* _WHAT IS REQUIRED_
Each entry must be printed again without a single change.

* _INPUT_
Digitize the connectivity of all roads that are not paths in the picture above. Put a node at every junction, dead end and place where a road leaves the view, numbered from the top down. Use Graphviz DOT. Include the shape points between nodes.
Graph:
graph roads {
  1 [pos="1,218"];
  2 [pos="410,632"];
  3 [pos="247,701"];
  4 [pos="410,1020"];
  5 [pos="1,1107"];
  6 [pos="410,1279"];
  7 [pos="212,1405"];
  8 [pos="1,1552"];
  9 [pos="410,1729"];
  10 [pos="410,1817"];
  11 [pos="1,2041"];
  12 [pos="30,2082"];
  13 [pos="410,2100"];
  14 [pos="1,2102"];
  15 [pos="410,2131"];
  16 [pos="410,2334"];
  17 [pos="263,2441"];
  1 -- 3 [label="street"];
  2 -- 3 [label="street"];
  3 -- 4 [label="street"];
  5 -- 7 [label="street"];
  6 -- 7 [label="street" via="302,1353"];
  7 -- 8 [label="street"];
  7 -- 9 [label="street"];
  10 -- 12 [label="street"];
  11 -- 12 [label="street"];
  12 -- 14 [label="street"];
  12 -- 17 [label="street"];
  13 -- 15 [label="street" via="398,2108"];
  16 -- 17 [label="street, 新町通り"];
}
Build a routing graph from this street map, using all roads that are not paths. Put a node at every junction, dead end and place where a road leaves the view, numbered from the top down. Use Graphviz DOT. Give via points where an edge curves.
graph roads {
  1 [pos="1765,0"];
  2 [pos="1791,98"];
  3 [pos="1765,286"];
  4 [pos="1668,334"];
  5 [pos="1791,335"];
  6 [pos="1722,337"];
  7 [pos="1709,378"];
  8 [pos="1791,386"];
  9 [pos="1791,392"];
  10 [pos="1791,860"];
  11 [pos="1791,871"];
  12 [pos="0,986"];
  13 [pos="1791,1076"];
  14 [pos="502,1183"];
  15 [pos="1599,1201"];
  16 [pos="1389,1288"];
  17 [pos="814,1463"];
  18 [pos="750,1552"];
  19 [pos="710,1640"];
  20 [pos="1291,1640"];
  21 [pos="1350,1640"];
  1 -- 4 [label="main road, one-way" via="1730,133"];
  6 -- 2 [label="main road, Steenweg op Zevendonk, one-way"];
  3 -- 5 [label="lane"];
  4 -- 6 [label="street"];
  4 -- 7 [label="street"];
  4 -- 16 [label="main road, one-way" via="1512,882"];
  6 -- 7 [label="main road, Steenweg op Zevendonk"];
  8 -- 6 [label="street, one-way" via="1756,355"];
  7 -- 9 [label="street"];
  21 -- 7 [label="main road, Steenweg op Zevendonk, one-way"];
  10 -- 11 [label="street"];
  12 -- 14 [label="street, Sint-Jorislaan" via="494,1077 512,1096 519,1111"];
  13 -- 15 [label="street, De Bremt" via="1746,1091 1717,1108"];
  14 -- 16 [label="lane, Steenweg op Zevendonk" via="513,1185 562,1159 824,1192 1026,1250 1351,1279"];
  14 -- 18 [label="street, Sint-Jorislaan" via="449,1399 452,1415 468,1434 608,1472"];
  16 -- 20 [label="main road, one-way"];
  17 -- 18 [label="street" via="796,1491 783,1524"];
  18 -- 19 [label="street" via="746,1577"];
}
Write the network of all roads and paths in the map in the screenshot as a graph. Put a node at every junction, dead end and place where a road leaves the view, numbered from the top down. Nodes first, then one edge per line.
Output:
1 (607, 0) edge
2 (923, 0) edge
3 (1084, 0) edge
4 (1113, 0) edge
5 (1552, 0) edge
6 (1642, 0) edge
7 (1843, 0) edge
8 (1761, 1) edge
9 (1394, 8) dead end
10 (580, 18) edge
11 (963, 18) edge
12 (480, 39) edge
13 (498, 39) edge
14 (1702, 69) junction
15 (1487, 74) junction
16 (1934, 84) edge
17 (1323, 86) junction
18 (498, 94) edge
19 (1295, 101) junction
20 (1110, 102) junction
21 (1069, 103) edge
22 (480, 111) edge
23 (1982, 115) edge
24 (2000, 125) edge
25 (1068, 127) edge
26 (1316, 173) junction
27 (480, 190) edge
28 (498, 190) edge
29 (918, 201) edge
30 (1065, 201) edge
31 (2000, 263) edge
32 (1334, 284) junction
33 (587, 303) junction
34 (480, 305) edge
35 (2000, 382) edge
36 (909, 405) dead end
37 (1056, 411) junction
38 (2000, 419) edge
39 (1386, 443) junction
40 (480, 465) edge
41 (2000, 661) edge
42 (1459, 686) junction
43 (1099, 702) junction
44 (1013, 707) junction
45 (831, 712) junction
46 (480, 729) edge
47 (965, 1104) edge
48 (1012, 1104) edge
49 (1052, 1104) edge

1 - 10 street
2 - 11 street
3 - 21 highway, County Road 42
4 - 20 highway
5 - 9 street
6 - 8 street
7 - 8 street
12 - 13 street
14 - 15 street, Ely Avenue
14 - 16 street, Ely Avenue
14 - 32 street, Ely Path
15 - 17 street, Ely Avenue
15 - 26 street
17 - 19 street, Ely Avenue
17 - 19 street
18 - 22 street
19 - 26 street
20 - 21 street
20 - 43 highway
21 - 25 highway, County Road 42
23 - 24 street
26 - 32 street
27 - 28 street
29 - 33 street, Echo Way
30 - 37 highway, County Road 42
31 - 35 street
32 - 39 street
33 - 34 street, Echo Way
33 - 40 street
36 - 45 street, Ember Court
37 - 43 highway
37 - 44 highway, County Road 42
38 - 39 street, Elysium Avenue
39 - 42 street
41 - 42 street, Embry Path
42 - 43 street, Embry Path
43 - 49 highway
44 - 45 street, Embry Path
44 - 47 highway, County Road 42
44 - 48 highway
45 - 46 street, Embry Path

* _RESULT FOR THIS EXERCISE_
Digitize the connectivity of all roads that are not paths in the picture above. Put a node at every junction, dead end and place where a road leaves the view, numbered from the top down. Use Graphviz DOT. Include the shape points between nodes.
Graph:
graph roads {
  1 [pos="1,218"];
  2 [pos="410,632"];
  3 [pos="247,701"];
  4 [pos="410,1020"];
  5 [pos="1,1107"];
  6 [pos="410,1279"];
  7 [pos="212,1405"];
  8 [pos="1,1552"];
  9 [pos="410,1729"];
  10 [pos="410,1817"];
  11 [pos="1,2041"];
  12 [pos="30,2082"];
  13 [pos="410,2100"];
  14 [pos="1,2102"];
  15 [pos="410,2131"];
  16 [pos="410,2334"];
  17 [pos="263,2441"];
  1 -- 3 [label="street"];
  2 -- 3 [label="street"];
  3 -- 4 [label="street"];
  5 -- 7 [label="street"];
  6 -- 7 [label="street" via="302,1353"];
  7 -- 8 [label="street"];
  7 -- 9 [label="street"];
  10 -- 12 [label="street"];
  11 -- 12 [label="street"];
  12 -- 14 [label="street"];
  12 -- 17 [label="street"];
  13 -- 15 [label="street" via="398,2108"];
  16 -- 17 [label="street, 新町通り"];
}
Build a routing graph from this street map, using all roads that are not paths. Put a node at every junction, dead end and place where a road leaves the view, numbered from the top down. Use Graphviz DOT. Give via points where an edge curves.
graph roads {
  1 [pos="1765,0"];
  2 [pos="1791,98"];
  3 [pos="1765,286"];
  4 [pos="1668,334"];
  5 [pos="1791,335"];
  6 [pos="1722,337"];
  7 [pos="1709,378"];
  8 [pos="1791,386"];
  9 [pos="1791,392"];
  10 [pos="1791,860"];
  11 [pos="1791,871"];
  12 [pos="0,986"];
  13 [pos="1791,1076"];
  14 [pos="502,1183"];
  15 [pos="1599,1201"];
  16 [pos="1389,1288"];
  17 [pos="814,1463"];
  18 [pos="750,1552"];
  19 [pos="710,1640"];
  20 [pos="1291,1640"];
  21 [pos="1350,1640"];
  1 -- 4 [label="main road, one-way" via="1730,133"];
  6 -- 2 [label="main road, Steenweg op Zevendonk, one-way"];
  3 -- 5 [label="lane"];
  4 -- 6 [label="street"];
  4 -- 7 [label="street"];
  4 -- 16 [label="main road, one-way" via="1512,882"];
  6 -- 7 [label="main road, Steenweg op Zevendonk"];
  8 -- 6 [label="street, one-way" via="1756,355"];
  7 -- 9 [label="street"];
  21 -- 7 [label="main road, Steenweg op Zevendonk, one-way"];
  10 -- 11 [label="street"];
  12 -- 14 [label="street, Sint-Jorislaan" via="494,1077 512,1096 519,1111"];
  13 -- 15 [label="street, De Bremt" via="1746,1091 1717,1108"];
  14 -- 16 [label="lane, Steenweg op Zevendonk" via="513,1185 562,1159 824,1192 1026,1250 1351,1279"];
  14 -- 18 [label="street, Sint-Jorislaan" via="449,1399 452,1415 468,1434 608,1472"];
  16 -- 20 [label="main road, one-way"];
  17 -- 18 [label="street" via="796,1491 783,1524"];
  18 -- 19 [label="street" via="746,1577"];
}
Write the network of all roads and paths in the map in the screenshot as a graph. Put a node at every junction, dead end and place where a road leaves the view, numbered from the top down. Nodes first, then one edge per line.
Output:
1 (607, 0) edge
2 (923, 0) edge
3 (1084, 0) edge
4 (1113, 0) edge
5 (1552, 0) edge
6 (1642, 0) edge
7 (1843, 0) edge
8 (1761, 1) edge
9 (1394, 8) dead end
10 (580, 18) edge
11 (963, 18) edge
12 (480, 39) edge
13 (498, 39) edge
14 (1702, 69) junction
15 (1487, 74) junction
16 (1934, 84) edge
17 (1323, 86) junction
18 (498, 94) edge
19 (1295, 101) junction
20 (1110, 102) junction
21 (1069, 103) edge
22 (480, 111) edge
23 (1982, 115) edge
24 (2000, 125) edge
25 (1068, 127) edge
26 (1316, 173) junction
27 (480, 190) edge
28 (498, 190) edge
29 (918, 201) edge
30 (1065, 201) edge
31 (2000, 263) edge
32 (1334, 284) junction
33 (587, 303) junction
34 (480, 305) edge
35 (2000, 382) edge
36 (909, 405) dead end
37 (1056, 411) junction
38 (2000, 419) edge
39 (1386, 443) junction
40 (480, 465) edge
41 (2000, 661) edge
42 (1459, 686) junction
43 (1099, 702) junction
44 (1013, 707) junction
45 (831, 712) junction
46 (480, 729) edge
47 (965, 1104) edge
48 (1012, 1104) edge
49 (1052, 1104) edge

1 - 10 street
2 - 11 street
3 - 21 highway, County Road 42
4 - 20 highway
5 - 9 street
6 - 8 street
7 - 8 street
12 - 13 street
14 - 15 street, Ely Avenue
14 - 16 street, Ely Avenue
14 - 32 street, Ely Path
15 - 17 street, Ely Avenue
15 - 26 street
17 - 19 street, Ely Avenue
17 - 19 street
18 - 22 street
19 - 26 street
20 - 21 street
20 - 43 highway
21 - 25 highway, County Road 42
23 - 24 street
26 - 32 street
27 - 28 street
29 - 33 street, Echo Way
30 - 37 highway, County Road 42
31 - 35 street
32 - 39 street
33 - 34 street, Echo Way
33 - 40 street
36 - 45 street, Ember Court
37 - 43 highway
37 - 44 highway, County Road 42
38 - 39 street, Elysium Avenue
39 - 42 street
41 - 42 street, Embry Path
42 - 43 street, Embry Path
43 - 49 highway
44 - 45 street, Embry Path
44 - 47 highway, County Road 42
44 - 48 highway
45 - 46 street, Embry Path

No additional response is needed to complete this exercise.